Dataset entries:
--------

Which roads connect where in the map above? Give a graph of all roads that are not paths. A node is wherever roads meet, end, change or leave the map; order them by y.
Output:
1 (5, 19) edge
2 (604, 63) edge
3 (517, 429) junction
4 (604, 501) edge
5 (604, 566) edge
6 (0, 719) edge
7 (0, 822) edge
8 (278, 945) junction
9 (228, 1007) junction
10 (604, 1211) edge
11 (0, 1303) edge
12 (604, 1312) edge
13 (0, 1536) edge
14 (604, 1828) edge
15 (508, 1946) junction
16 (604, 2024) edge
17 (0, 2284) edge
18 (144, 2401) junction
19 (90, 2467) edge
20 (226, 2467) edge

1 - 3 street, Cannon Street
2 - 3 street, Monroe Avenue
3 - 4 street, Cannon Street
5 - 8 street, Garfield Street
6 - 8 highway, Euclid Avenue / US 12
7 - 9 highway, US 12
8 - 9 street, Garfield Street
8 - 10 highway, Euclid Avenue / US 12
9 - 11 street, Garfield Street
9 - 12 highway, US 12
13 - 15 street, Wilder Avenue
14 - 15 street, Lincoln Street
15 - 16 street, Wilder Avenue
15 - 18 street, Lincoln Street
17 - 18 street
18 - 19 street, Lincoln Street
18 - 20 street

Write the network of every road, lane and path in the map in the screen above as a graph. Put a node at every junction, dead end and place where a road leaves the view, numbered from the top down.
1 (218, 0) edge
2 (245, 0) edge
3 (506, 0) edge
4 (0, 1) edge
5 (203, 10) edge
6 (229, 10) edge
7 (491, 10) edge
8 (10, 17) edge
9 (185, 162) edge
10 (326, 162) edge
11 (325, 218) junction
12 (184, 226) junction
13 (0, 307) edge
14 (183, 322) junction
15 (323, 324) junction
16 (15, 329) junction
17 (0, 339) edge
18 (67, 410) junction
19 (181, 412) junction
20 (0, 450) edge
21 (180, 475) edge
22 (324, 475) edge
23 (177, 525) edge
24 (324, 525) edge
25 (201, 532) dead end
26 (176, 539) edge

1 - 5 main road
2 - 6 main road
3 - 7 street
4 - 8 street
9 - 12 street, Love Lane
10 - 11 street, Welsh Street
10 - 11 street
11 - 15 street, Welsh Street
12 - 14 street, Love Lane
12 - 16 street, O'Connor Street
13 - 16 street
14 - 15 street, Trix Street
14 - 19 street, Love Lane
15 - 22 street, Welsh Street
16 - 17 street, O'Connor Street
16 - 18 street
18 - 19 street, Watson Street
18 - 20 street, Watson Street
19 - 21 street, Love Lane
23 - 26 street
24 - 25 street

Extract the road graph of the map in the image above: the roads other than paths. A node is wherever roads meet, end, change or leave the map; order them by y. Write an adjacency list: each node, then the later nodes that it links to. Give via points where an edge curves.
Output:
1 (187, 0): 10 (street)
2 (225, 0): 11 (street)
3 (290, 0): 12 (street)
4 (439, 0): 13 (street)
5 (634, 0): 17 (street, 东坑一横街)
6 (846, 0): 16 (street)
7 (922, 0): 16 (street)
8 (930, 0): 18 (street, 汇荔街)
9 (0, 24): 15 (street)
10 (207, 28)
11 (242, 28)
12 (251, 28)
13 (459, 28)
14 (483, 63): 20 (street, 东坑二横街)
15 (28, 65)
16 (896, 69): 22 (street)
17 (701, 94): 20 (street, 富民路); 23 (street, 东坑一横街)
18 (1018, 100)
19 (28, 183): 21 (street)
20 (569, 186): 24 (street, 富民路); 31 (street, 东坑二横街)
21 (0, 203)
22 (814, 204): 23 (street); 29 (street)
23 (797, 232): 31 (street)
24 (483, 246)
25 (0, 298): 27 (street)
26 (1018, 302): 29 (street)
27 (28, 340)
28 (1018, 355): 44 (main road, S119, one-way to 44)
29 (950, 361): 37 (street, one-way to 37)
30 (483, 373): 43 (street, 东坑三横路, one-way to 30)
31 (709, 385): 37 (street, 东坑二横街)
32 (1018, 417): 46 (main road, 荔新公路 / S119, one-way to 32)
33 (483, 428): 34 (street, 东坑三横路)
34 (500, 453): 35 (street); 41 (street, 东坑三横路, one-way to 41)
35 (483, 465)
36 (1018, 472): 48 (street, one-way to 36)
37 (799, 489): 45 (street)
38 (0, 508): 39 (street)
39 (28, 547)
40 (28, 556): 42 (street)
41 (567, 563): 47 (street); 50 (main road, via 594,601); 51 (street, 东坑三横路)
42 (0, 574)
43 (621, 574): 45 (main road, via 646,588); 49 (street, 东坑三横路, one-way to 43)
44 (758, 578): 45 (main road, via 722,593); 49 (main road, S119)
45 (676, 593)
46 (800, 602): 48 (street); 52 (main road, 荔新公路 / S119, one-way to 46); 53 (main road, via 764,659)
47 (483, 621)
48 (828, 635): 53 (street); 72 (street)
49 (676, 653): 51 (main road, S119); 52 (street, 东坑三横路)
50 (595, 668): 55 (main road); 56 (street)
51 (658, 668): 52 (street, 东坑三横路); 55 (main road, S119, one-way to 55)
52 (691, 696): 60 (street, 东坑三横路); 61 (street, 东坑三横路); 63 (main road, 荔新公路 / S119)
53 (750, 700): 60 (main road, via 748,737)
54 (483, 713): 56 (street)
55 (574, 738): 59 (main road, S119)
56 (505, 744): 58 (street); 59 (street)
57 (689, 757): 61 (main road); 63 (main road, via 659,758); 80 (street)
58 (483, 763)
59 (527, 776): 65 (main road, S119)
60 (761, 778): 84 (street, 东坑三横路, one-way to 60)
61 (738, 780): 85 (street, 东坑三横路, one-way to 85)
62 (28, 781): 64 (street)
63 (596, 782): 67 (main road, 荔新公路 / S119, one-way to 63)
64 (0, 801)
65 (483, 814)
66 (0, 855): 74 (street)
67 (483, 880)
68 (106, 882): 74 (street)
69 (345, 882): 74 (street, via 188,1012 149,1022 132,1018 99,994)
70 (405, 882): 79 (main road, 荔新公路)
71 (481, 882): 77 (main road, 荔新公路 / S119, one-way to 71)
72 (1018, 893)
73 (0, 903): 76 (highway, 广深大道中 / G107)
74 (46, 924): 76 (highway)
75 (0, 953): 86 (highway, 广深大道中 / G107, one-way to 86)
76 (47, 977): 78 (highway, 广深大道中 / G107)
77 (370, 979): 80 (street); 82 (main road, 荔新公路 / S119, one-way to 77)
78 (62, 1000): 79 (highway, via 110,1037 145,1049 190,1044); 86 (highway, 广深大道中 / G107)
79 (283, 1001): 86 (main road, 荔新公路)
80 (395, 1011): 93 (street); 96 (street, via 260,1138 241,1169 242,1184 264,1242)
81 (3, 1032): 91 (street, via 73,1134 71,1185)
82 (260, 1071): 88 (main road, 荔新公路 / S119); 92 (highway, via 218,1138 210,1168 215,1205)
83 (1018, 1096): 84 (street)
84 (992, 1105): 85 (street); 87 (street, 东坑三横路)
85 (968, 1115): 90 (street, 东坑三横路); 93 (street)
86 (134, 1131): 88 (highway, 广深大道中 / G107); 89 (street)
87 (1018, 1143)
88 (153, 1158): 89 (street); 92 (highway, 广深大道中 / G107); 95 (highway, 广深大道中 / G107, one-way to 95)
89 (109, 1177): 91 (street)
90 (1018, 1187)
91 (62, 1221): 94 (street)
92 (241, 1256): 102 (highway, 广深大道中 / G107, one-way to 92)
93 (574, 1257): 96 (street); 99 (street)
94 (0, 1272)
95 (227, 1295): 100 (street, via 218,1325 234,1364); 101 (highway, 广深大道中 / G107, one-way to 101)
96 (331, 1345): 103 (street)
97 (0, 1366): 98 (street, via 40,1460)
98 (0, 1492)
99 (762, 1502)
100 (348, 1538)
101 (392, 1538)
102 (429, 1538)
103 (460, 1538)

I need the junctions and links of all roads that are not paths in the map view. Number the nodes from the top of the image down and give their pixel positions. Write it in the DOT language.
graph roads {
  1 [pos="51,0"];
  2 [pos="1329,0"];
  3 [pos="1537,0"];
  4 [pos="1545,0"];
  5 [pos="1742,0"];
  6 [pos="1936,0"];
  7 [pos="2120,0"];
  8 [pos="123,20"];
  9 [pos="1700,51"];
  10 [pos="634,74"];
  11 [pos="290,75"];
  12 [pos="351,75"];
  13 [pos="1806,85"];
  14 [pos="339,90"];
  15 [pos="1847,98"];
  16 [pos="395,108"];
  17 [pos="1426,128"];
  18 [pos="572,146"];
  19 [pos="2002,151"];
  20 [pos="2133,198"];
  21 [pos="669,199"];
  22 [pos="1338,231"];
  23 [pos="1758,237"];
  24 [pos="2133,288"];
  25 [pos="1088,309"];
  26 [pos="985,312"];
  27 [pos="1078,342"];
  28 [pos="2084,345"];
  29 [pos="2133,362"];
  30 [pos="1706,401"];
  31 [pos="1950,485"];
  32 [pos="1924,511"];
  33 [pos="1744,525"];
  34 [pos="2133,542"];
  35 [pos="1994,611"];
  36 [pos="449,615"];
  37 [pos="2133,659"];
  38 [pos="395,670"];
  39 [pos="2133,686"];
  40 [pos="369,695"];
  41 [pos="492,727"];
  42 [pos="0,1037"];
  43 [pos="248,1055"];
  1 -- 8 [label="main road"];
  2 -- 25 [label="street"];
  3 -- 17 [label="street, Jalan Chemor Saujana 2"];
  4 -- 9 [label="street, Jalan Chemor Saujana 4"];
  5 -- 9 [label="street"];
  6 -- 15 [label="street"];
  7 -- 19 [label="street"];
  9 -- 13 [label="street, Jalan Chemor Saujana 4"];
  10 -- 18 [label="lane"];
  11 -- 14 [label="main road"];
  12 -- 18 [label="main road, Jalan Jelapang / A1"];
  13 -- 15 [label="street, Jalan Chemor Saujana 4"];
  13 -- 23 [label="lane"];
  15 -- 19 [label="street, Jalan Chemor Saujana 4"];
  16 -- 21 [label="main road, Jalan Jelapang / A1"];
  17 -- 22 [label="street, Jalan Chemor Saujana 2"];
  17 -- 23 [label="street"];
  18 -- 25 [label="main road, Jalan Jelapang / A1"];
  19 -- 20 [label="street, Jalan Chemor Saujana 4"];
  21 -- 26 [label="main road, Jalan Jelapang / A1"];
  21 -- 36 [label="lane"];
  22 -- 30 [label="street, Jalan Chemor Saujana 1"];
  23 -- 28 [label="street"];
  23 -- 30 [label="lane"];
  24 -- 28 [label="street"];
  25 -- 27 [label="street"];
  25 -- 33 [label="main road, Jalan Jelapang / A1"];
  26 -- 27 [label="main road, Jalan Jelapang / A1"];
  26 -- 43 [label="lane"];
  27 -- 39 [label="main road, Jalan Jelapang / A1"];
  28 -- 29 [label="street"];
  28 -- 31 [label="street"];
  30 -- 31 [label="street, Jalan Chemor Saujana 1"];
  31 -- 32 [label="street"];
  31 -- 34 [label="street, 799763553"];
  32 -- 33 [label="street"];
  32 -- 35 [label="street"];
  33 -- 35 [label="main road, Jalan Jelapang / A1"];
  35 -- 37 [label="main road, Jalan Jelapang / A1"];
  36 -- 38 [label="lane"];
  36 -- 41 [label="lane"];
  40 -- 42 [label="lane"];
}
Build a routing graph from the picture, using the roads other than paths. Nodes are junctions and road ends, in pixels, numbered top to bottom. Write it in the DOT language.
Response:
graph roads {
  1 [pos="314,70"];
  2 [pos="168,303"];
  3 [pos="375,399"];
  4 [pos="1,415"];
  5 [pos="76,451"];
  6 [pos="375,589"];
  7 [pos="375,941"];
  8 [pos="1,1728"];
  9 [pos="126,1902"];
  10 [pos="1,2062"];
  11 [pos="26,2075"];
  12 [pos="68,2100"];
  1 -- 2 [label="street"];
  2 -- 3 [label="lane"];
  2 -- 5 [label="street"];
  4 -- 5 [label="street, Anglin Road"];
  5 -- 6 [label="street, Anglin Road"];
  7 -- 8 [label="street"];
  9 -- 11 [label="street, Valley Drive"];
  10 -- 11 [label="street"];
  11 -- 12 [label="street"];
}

--------

▸ Task item
Among the lines above, count those containing the word "dead" and give nothing but the result.

▸ Response to this task
2